Finalement, je l'ai eu, et j'ai pu l'emprunter. La première adaptation du roman de Nabokov, de 1962, soit très peu de temps après la parution du roman, et par un mythe comme Stanley Kubrick. Sur le papier, c'est excitant. Cependant, cette excitation ne passe pas l'épreuve des deux heures et demi de film. Non pas que le film est mauvais, non, il est bon, mais il s'agit d'une bien piètre adaptation.


J'ai plusieurs problèmes avec cette version. Tout d'abord, et cet avis n'engage que moi, James Mason fait un bien piètre Humbert Humbert : on ne ressent rien de la névrose du personnage du roman et de son goût pour les nymphettes. D'ailleurs, notre chère Dolorès n'a rien de bien sensuel tout le long du film. Non pas que j'aurai voulu du trash, nous sommes en 1962, ne l'oublions pas, mais tout de même... Il faut attendre la fin du film pour avoir une petite phrase qui explicite un peu plus la teneur des relations ente Humbert et sa belle-fille !

Cela tient à un changement structurel dans la trame scénaristique et visible au premier coup d'oeil : Sue Lyon, qui joue Dolorès, Lola, Lolita, est âgée de bien quatre ou cinq années de plus que le personnage du roman. Dès lors, rien n'est plus pareil, d'autant que Kubrick ne fait aucune mention du passé d'Humbert le nympholepte, à peine a-t-on des bribes d'Humbert le professeur. L'histoire qui lie le professeur à Lolita ressemble alors à celle d'un homme qui préfère les femmes plus jeunes, et voilà tout. Le terme de "nymphette" est cité une fois, à Ramsdale. Sans la dimension psychologique et subversive à la fois de l'épisode biographique d'Humbert et de la nymphéité de Dolorès, les déviances sexuelles racontées dans Lolita n'ont strictement plus aucun intérêt, et cela devient banal.
D'autant plus qu'aucun plan dans le film n'affirme de réelle sensualité entre les deux êtres, aucune trace du désir latent d'Humbert, tout reste très cérébral. A l'opposé du Humbert romanesque...

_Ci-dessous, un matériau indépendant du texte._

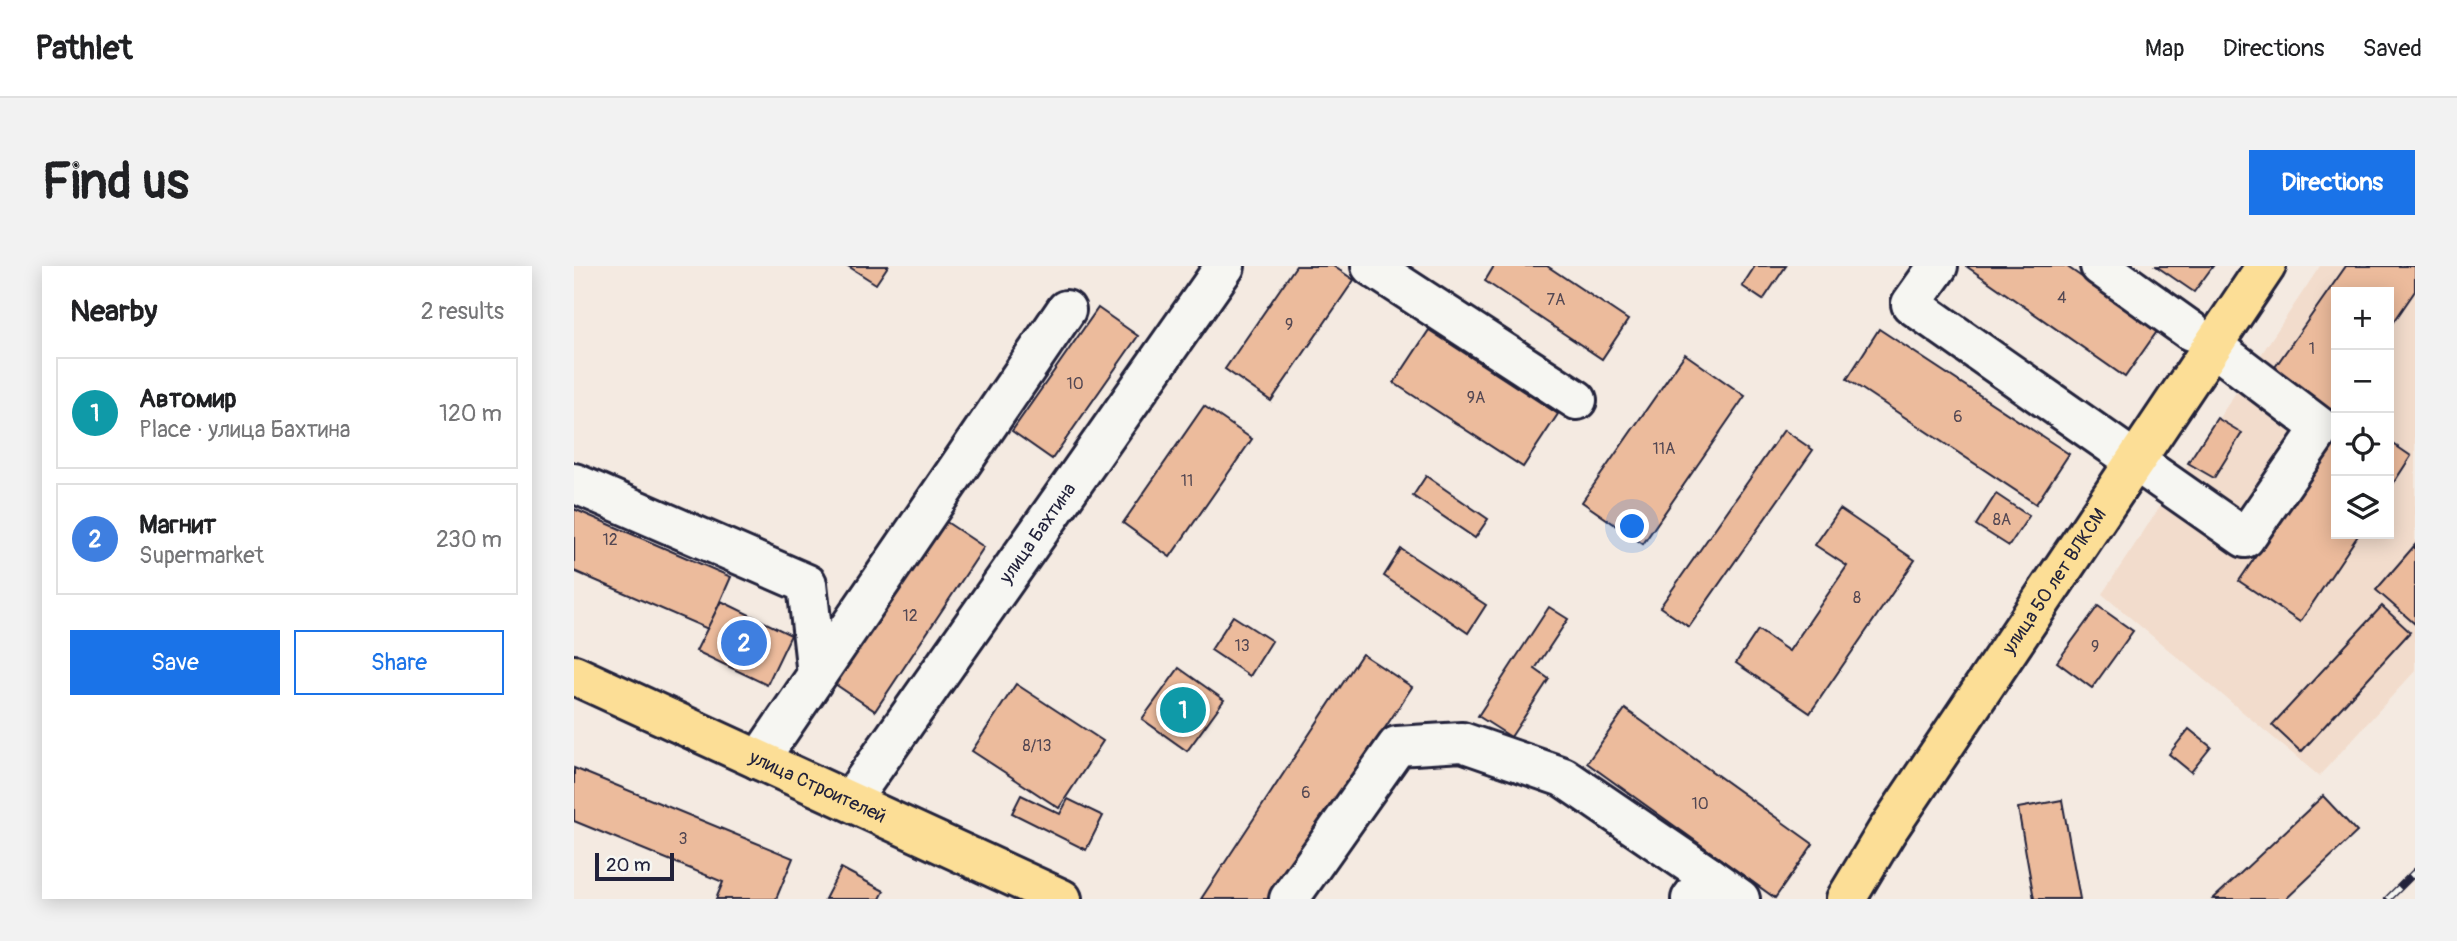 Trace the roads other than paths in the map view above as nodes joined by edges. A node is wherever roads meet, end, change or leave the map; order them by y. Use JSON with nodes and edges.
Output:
{"nodes":[{"id":1,"x":1225,"y":266,"type":"edge"},
{"id":2,"x":1371,"y":266,"type":"edge"},
{"id":3,"x":1938,"y":266,"type":"edge"},
{"id":4,"x":2266,"y":266,"type":"edge"},
{"id":5,"x":2117,"y":271,"type":"edge"},
{"id":6,"x":1066,"y":310,"type":"dead end"},
{"id":7,"x":2202,"y":339,"type":"junction"},
{"id":8,"x":1577,"y":400,"type":"dead end"},
{"id":9,"x":2136,"y":463,"type":"junction"},
{"id":10,"x":574,"y":483,"type":"edge"},
{"id":11,"x":574,"y":675,"type":"edge"},
{"id":12,"x":817,"y":675,"type":"junction"},
{"id":13,"x":759,"y":760,"type":"junction"},
{"id":14,"x":850,"y":802,"type":"junction"},
{"id":15,"x":1699,"y":888,"type":"edge"},
{"id":16,"x":1305,"y":894,"type":"edge"},
{"id":17,"x":1062,"y":899,"type":"edge"},
{"id":18,"x":1740,"y":899,"type":"edge"},
{"id":19,"x":1846,"y":899,"type":"edge"}],
"edges":[{"from":1,"to":14,"type":"street","name":"улица Бахтина"},
{"from":2,"to":8,"type":"street"},
{"from":3,"to":9,"type":"street"},
{"from":4,"to":7,"type":"main road","name":"улица 50 лет ВЛКСМ"},
{"from":5,"to":7,"type":"street"},
{"from":6,"to":12,"type":"street"},
{"from":7,"to":9,"type":"main road","name":"улица 50 лет ВЛКСМ"},
{"from":7,"to":9,"type":"street"},
{"from":9,"to":19,"type":"main road","name":"улица 50 лет ВЛКСМ"},
{"from":10,"to":12,"type":"street"},
{"from":11,"to":13,"type":"main road","name":"улица Строителей"},
{"from":12,"to":13,"type":"street"},
{"from":13,"to":14,"type":"main road","name":"улица Строителей"},
{"from":14,"to":17,"type":"main road","name":"улица Строителей"},
{"from":15,"to":16,"type":"street"},
{"from":15,"to":18,"type":"street"}]}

Stanley Kubrick signe donc ici une médiocre adaptation du roman, et je n'ai pas parlé de la mise en avant du personnage de Quilty, tantôt bien pensée et tantôt ridicule, mais qui est était je pense rendue nécessaire par la courte durée qu'impose le cinéma comparé au roman. Si l'on arrive à se détacher du roman de Nabokov, le film est bon et Kubrick nous raconte sa Lolita. En revanche, si l'on regarde le film avec l'oeil du lecteur, cela passe beaucoup moins bien.
En conclusion, un bon film, et je suppose que les cinéphiles pourront mieux en parler que moi, mais une mauvaise adaptation. Pour avoir vu celle de Lyne des années avant d'avoir lu le roman, et des bribes de souvenir qu'il me reste, il me semble que l'adaptation est meilleure. Mais j'en reparlerai dans un autre billet.